# Work to be completed:
Lines in which "دانش" appears should be pulled from the data below.

# Given data:
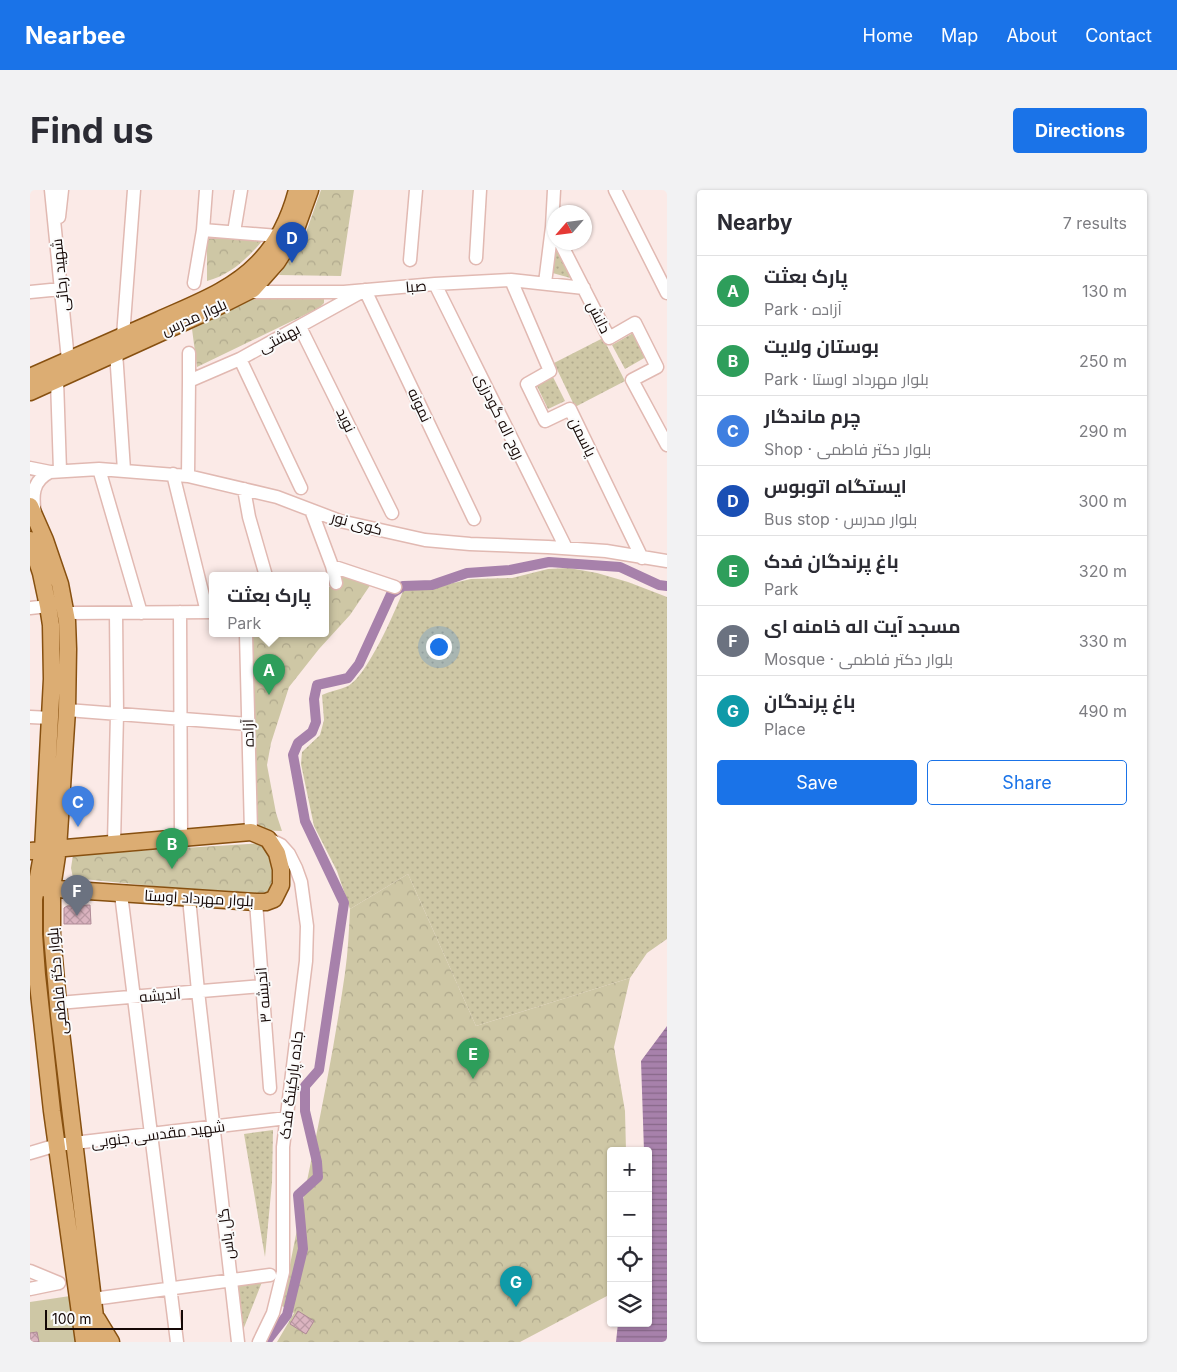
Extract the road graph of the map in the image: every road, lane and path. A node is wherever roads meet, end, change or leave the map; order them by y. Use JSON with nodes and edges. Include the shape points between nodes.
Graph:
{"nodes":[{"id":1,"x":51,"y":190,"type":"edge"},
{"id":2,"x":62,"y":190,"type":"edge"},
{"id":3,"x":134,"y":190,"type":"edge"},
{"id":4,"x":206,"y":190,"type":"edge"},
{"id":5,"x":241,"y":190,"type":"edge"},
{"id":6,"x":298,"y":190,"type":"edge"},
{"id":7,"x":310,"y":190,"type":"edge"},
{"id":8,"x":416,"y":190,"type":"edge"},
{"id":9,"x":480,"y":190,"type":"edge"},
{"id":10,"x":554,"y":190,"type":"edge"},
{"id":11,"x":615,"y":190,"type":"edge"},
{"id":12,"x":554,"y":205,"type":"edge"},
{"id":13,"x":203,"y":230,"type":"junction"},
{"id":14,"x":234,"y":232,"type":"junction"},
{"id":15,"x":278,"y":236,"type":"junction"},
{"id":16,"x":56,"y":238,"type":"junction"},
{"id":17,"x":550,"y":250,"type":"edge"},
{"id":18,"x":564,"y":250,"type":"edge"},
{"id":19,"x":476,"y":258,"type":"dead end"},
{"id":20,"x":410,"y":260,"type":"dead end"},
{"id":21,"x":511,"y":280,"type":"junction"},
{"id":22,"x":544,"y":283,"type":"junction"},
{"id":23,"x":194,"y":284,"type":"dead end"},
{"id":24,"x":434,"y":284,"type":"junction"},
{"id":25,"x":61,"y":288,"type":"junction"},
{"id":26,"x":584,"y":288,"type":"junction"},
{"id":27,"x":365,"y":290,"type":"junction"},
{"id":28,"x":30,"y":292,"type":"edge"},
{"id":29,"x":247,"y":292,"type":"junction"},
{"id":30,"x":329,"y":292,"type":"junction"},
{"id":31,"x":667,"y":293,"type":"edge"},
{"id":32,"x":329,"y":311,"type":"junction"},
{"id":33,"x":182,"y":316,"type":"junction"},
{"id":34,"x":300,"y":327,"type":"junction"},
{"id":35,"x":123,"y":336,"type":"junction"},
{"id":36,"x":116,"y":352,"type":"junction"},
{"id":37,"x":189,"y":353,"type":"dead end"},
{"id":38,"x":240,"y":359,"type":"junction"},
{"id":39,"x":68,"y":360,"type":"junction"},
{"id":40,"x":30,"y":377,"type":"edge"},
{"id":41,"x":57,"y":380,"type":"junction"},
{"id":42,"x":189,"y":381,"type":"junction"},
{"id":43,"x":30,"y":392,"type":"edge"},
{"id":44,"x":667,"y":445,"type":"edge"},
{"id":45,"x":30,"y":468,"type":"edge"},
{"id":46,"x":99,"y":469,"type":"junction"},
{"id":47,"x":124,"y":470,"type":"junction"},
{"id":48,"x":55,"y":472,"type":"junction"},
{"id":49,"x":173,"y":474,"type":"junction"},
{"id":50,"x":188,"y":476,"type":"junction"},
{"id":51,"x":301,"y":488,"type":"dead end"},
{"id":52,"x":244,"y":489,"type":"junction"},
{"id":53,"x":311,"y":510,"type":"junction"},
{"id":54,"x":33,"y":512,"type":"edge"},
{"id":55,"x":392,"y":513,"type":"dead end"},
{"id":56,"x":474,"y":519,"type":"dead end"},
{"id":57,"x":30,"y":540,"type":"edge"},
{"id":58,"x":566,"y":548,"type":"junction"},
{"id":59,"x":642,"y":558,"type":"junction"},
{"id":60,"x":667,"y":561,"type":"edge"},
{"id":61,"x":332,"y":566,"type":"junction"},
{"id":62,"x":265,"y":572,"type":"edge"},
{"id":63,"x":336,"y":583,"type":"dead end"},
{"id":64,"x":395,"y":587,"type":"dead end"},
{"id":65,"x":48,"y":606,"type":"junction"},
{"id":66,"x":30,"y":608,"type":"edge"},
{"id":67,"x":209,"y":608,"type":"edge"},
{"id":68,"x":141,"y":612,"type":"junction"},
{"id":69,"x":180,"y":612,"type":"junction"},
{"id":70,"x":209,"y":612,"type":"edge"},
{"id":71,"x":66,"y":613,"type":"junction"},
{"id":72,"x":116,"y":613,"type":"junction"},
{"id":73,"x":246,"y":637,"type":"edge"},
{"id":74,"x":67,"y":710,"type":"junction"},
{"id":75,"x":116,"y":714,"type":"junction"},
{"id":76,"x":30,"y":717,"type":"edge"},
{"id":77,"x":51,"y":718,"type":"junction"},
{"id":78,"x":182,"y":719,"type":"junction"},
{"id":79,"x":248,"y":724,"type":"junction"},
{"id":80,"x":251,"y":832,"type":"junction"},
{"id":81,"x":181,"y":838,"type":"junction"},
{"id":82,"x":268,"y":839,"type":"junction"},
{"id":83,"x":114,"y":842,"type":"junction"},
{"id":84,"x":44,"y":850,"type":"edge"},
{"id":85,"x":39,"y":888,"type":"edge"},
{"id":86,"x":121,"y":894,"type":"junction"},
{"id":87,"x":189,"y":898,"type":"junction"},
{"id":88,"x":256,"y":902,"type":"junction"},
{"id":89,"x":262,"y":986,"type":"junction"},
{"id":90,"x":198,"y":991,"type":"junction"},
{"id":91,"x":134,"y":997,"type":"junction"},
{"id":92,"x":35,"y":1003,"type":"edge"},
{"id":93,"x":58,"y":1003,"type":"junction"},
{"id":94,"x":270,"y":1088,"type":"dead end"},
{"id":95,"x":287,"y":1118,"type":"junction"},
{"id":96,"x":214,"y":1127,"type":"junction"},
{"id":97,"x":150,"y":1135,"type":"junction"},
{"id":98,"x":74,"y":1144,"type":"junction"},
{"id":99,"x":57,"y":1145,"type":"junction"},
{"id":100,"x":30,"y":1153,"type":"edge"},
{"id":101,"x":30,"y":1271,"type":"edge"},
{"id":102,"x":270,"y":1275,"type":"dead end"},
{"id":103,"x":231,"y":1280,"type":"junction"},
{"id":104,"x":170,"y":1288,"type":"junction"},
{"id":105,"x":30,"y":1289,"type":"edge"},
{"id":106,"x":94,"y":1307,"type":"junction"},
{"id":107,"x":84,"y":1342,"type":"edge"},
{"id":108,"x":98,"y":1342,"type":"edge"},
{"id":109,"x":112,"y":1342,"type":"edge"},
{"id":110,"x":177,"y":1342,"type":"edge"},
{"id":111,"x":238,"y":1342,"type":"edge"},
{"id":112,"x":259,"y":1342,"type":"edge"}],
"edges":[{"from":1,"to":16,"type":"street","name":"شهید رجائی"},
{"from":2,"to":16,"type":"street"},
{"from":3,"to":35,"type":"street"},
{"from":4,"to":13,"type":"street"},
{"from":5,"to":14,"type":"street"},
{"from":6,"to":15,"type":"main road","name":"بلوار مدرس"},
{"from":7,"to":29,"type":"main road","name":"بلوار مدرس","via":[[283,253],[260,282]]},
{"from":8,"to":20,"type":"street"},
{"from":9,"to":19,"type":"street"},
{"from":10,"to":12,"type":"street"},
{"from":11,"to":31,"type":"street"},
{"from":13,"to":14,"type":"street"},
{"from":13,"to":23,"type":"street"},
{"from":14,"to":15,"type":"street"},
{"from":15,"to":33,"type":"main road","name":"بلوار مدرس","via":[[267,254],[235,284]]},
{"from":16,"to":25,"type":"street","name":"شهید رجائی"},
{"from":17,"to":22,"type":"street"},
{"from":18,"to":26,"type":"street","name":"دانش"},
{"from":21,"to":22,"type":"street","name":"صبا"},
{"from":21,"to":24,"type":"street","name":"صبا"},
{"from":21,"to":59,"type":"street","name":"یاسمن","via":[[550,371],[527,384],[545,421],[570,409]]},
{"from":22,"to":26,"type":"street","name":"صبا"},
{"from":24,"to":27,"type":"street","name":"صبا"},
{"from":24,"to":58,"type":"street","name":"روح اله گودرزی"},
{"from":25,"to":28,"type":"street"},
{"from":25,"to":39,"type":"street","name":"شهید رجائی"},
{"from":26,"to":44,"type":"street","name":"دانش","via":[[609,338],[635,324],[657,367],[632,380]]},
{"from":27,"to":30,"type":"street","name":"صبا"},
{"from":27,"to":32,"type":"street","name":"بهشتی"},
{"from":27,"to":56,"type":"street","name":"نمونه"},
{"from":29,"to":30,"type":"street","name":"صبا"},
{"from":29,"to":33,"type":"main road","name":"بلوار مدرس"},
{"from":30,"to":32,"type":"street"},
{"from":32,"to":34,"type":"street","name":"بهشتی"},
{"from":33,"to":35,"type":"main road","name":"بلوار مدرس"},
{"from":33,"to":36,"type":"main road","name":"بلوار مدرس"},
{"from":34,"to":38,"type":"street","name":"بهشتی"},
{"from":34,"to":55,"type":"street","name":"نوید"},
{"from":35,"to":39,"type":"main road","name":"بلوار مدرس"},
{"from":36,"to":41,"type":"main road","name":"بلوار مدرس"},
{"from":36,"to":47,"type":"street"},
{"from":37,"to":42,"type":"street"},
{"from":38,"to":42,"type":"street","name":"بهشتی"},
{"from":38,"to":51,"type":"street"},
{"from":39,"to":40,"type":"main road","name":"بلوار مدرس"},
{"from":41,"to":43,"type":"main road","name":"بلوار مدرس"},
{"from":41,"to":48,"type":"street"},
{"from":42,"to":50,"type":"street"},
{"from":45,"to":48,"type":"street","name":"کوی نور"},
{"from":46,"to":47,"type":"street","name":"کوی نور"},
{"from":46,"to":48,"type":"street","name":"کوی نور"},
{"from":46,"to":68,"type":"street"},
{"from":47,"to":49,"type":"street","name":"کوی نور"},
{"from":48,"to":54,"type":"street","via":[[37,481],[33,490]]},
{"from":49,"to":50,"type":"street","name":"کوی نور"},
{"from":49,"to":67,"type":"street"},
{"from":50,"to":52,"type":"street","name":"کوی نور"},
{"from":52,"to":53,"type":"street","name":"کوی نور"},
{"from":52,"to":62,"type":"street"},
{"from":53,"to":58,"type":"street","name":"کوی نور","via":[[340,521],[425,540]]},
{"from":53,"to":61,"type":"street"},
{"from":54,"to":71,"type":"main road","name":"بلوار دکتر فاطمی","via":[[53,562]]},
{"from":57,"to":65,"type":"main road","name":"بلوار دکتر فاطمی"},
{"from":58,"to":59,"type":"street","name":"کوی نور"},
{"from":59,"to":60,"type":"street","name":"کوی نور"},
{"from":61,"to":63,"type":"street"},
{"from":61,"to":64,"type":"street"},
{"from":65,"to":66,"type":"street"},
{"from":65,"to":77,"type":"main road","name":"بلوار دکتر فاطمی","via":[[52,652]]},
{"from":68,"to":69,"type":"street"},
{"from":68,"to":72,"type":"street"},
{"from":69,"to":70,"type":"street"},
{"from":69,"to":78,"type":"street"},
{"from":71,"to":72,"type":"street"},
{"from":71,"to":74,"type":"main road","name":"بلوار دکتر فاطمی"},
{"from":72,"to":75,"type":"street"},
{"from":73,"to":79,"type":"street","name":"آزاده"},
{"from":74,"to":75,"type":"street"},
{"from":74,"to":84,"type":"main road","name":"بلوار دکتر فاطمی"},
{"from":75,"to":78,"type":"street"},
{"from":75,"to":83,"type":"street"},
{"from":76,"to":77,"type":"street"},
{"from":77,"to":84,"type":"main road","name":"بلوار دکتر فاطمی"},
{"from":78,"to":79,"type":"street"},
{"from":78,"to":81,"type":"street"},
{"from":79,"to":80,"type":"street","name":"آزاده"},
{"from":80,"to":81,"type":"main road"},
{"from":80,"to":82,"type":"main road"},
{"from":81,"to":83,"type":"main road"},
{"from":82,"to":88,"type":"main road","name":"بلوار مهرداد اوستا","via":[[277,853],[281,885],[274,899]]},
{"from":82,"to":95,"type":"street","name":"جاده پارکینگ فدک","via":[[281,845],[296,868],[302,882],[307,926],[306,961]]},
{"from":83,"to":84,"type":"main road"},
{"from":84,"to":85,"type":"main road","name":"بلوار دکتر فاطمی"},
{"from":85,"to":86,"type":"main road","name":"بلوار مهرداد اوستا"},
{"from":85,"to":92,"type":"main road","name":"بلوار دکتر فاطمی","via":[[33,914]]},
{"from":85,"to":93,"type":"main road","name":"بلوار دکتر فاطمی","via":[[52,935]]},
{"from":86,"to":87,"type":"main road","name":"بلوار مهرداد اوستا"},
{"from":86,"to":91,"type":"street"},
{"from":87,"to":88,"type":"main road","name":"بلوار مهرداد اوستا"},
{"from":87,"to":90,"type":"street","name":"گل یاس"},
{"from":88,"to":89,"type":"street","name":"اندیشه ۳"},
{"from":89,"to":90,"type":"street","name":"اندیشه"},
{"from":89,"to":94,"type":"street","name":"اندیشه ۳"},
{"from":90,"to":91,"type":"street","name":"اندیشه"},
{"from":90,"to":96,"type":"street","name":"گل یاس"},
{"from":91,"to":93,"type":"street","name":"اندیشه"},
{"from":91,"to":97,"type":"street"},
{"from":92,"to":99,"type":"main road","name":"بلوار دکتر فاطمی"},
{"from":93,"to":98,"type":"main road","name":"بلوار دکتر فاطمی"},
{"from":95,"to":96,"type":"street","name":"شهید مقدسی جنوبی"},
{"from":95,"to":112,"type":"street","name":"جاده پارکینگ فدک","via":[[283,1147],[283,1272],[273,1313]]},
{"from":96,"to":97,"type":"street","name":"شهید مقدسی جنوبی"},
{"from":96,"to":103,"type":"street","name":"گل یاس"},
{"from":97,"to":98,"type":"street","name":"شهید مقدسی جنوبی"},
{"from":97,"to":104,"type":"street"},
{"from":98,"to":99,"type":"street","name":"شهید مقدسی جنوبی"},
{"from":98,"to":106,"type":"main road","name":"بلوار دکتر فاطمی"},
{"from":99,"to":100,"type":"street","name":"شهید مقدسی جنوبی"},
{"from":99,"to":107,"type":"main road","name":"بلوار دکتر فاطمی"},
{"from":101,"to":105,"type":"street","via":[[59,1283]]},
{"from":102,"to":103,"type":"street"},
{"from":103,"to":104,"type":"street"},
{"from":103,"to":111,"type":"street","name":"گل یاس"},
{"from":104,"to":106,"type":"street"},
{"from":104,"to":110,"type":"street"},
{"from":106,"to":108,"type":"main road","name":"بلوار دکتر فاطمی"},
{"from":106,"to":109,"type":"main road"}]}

# Result below:
{"from":18,"to":26,"type":"street","name":"دانش"},
{"from":26,"to":44,"type":"street","name":"دانش","via":[[609,338],[635,324],[657,367],[632,380]]},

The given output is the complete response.